Would you tally how many lines in the records include the word "lane"? Reply with the number only.
START Exercise materials
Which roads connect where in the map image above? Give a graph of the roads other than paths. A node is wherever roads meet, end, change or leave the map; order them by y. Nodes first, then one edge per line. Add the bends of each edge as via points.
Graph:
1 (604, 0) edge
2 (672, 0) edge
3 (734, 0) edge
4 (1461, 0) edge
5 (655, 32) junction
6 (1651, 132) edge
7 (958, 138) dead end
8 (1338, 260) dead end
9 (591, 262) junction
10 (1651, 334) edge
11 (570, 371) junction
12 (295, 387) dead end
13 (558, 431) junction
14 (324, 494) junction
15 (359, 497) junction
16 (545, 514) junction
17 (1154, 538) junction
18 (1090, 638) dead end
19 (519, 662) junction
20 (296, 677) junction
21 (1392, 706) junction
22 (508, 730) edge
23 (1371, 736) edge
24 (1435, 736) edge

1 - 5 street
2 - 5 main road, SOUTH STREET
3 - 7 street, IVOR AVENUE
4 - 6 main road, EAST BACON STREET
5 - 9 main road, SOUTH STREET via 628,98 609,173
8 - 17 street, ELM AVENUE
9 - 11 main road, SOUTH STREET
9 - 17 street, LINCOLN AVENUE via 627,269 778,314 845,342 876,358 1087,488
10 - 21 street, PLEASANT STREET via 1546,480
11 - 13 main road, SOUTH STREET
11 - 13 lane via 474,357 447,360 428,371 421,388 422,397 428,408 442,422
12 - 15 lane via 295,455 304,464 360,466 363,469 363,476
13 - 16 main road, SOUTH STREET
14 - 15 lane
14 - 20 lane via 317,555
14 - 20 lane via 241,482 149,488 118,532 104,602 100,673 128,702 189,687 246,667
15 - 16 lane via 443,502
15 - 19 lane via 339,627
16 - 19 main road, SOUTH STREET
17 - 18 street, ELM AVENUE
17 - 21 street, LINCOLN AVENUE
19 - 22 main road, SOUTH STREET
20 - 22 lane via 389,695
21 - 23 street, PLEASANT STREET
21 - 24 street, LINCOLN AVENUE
END Exercise materials
START Exercise materials
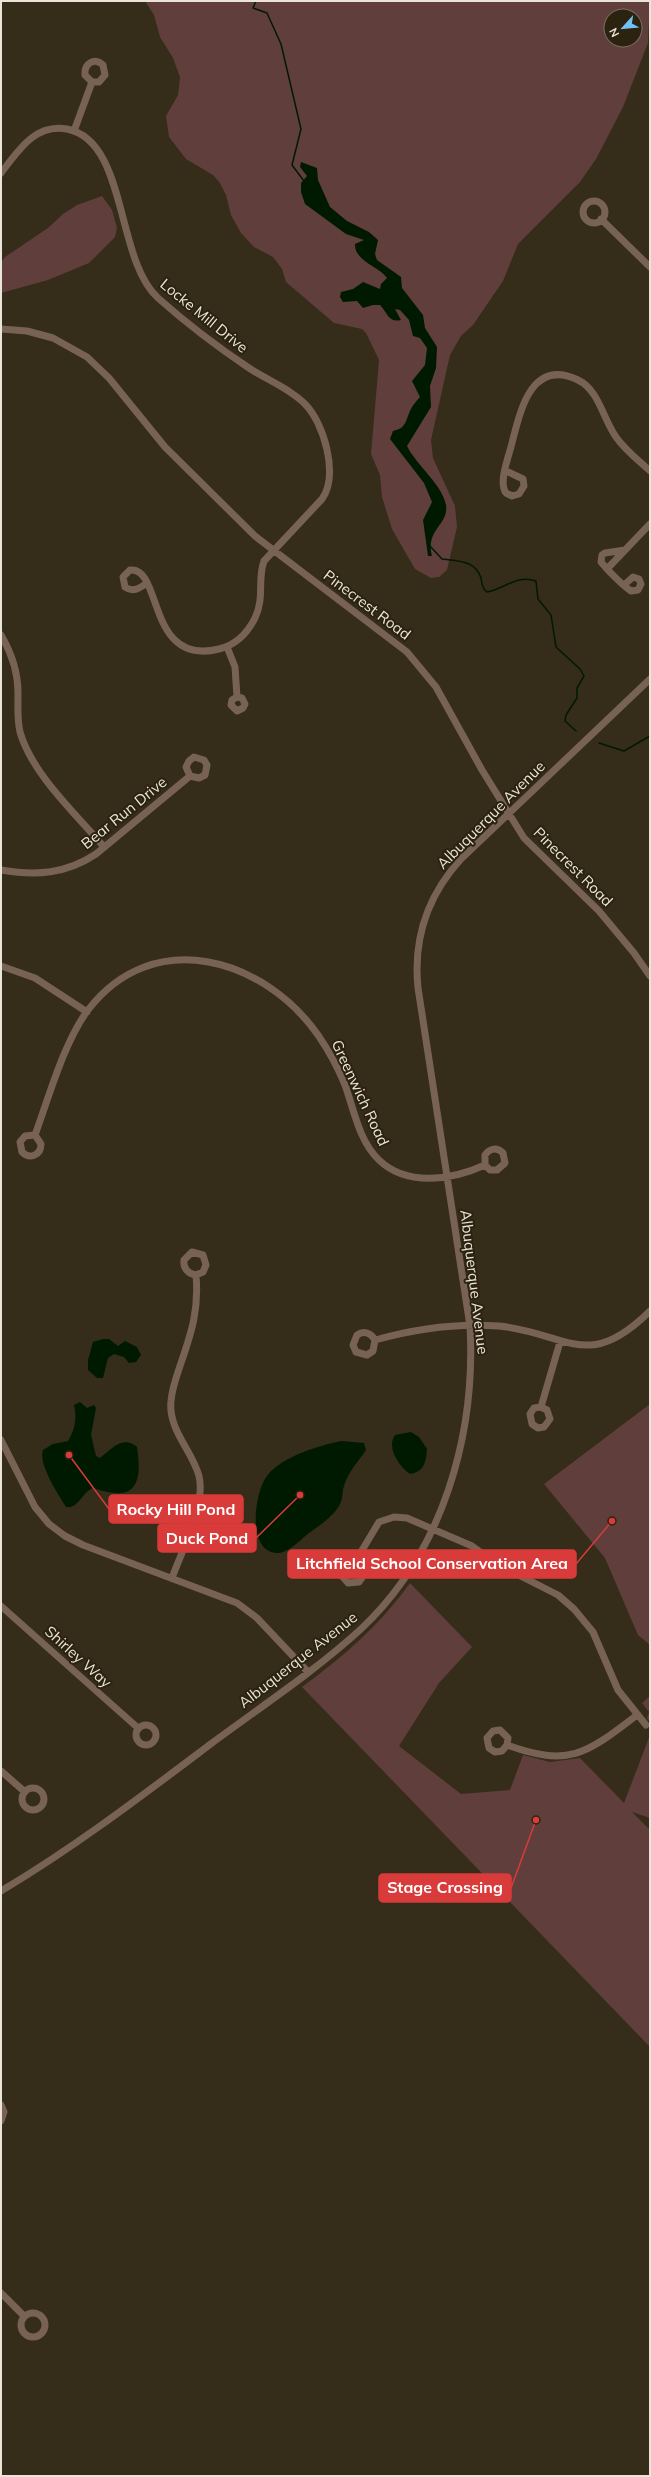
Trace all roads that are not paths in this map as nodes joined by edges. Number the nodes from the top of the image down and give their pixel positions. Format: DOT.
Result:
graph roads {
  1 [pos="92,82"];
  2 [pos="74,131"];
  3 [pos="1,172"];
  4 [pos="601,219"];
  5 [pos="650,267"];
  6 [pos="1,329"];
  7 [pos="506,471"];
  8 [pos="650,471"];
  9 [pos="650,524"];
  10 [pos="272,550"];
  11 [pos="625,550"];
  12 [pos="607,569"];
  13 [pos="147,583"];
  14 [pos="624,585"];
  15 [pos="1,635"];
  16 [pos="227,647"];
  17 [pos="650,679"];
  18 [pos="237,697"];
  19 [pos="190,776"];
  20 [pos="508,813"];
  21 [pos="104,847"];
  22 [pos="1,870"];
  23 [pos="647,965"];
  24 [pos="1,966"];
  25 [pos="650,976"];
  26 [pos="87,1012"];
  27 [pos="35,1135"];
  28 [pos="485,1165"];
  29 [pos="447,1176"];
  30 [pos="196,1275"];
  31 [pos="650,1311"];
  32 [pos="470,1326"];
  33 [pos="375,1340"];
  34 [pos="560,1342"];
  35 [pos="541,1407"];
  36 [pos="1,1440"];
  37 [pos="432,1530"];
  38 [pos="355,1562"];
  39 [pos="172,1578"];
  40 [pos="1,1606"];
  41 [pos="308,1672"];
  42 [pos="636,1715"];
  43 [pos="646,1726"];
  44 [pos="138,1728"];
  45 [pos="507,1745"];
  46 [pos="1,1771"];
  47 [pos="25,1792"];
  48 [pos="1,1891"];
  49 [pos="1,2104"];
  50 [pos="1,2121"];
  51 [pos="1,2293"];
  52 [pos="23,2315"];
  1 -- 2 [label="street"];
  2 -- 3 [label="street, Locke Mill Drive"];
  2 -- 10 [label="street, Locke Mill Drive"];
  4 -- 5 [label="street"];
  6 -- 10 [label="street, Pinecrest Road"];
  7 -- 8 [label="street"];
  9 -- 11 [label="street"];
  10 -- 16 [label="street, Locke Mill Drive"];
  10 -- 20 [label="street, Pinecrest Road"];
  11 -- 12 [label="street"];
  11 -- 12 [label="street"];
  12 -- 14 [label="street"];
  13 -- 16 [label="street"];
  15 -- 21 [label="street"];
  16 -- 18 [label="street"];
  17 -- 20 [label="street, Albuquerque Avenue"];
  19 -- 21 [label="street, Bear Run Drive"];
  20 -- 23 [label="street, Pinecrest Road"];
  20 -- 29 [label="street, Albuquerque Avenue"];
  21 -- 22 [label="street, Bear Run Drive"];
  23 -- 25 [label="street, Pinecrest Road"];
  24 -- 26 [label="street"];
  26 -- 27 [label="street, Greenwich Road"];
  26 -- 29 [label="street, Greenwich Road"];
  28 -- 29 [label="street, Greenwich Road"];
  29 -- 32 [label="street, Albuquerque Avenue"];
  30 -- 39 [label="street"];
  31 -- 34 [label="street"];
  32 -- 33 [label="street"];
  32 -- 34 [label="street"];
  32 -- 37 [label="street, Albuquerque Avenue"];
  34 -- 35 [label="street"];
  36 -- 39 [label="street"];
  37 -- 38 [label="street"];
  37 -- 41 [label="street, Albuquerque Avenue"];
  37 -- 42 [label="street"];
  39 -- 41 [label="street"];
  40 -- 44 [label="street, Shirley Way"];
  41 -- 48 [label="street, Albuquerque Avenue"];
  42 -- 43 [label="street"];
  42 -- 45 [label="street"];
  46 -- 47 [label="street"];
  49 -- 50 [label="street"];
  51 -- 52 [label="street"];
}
END Exercise materials
> [Answer section]: 8